Collected data entries:
---

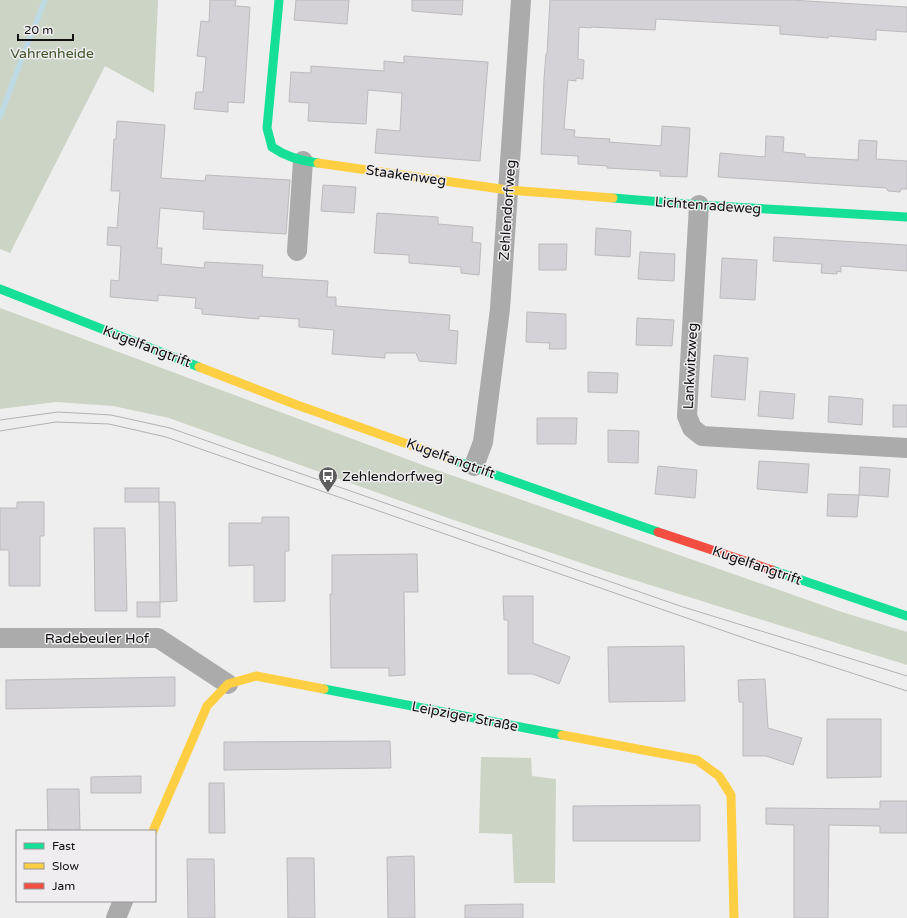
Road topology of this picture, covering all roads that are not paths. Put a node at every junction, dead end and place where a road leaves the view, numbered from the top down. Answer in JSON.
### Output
{"nodes":[{"id":1,"x":279,"y":0,"type":"edge"},
{"id":2,"x":521,"y":0,"type":"edge"},
{"id":3,"x":303,"y":161,"type":"junction"},
{"id":4,"x":508,"y":190,"type":"junction"},
{"id":5,"x":699,"y":205,"type":"junction"},
{"id":6,"x":907,"y":217,"type":"edge"},
{"id":7,"x":297,"y":250,"type":"dead end"},
{"id":8,"x":0,"y":289,"type":"edge"},
{"id":9,"x":907,"y":448,"type":"edge"},
{"id":10,"x":474,"y":466,"type":"junction"},
{"id":11,"x":907,"y":616,"type":"edge"},
{"id":12,"x":0,"y":638,"type":"edge"},
{"id":13,"x":228,"y":684,"type":"junction"},
{"id":14,"x":153,"y":830,"type":"edge"},
{"id":15,"x":123,"y":902,"type":"edge"},
{"id":16,"x":116,"y":918,"type":"edge"},
{"id":17,"x":734,"y":918,"type":"edge"}],
"edges":[{"from":1,"to":3,"type":"street","name":"Staakenweg"},
{"from":2,"to":4,"type":"street","name":"Zehlendorfweg"},
{"from":3,"to":4,"type":"street","name":"Staakenweg"},
{"from":3,"to":7,"type":"street"},
{"from":4,"to":5,"type":"street","name":"Lichtenradeweg"},
{"from":4,"to":10,"type":"street","name":"Zehlendorfweg"},
{"from":5,"to":6,"type":"street","name":"Lichtenradeweg"},
{"from":5,"to":9,"type":"street","name":"Lankwitzweg"},
{"from":8,"to":10,"type":"street","name":"Kugelfangtrift"},
{"from":10,"to":11,"type":"street","name":"Kugelfangtrift"},
{"from":12,"to":13,"type":"street","name":"Radebeuler Hof"},
{"from":13,"to":14,"type":"street"},
{"from":13,"to":17,"type":"street","name":"Leipziger Straße"},
{"from":15,"to":16,"type":"street"}]}
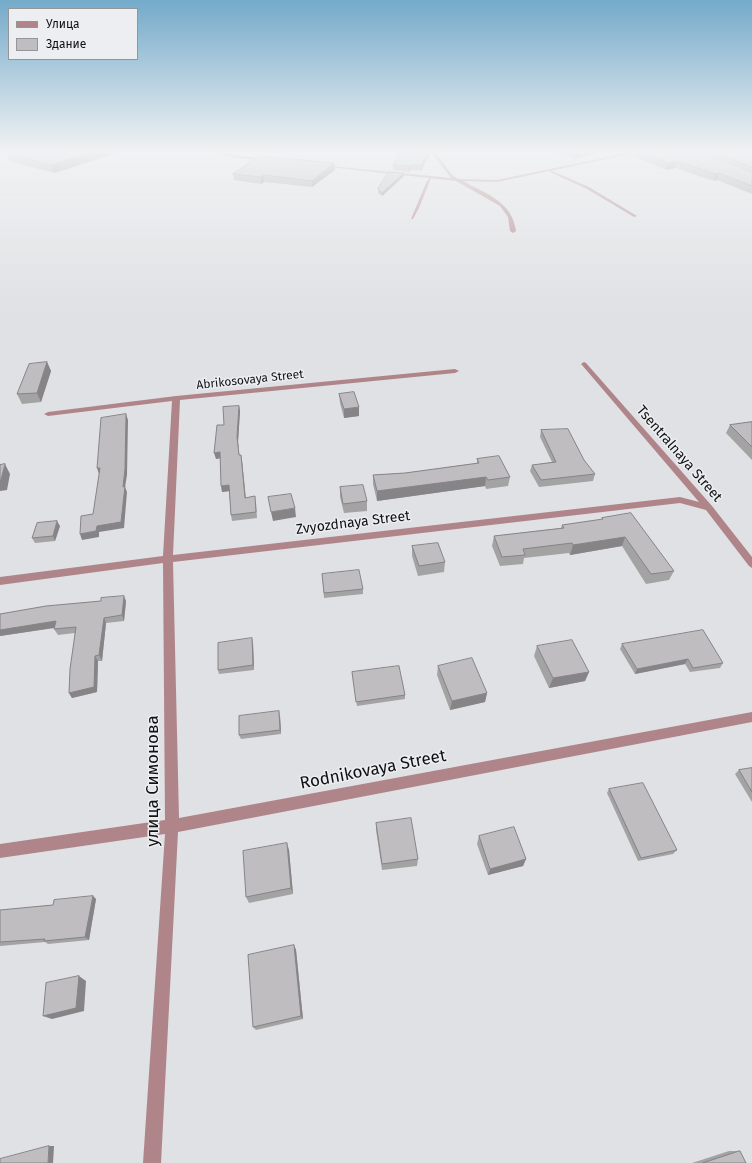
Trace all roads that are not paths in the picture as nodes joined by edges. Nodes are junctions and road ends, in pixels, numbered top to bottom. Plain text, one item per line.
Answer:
1 (420, 206) edge
2 (503, 206) edge
3 (618, 206) edge
4 (634, 216) dead end
5 (412, 218) dead end
6 (513, 231) dead end
7 (584, 364) dead end
8 (455, 371) dead end
9 (176, 398) junction
10 (48, 414) dead end
11 (709, 508) junction
12 (168, 559) junction
13 (752, 564) edge
14 (0, 580) edge
15 (752, 717) edge
16 (172, 826) junction
17 (0, 851) edge
18 (152, 1163) edge

1 - 5 lane
2 - 6 street
3 - 4 lane
7 - 11 street, Tsentralnaya Street
8 - 9 street, Abrikosovaya Street
9 - 10 street, Abrikosovaya Street
9 - 12 street, улица Симонова
11 - 12 street, Zvyozdnaya Street
11 - 13 street, Tsentralnaya Street
12 - 14 street, Zvyozdnaya Street
12 - 16 street, улица Симонова
15 - 16 street, Rodnikovaya Street
16 - 17 street, Rodnikovaya Street
16 - 18 street, улица Симонова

---

_Action item_.
Sift the data above for lines with "edges", then copy each one.

_Task response_.
"edges":[{"from":1,"to":3,"type":"street","name":"Staakenweg"},
Trace all roads that are not paths in the picture as nodes joined by edges. Nodes are junctions and road ends, in pixels, numbered top to bottom. Plain text, one item per line.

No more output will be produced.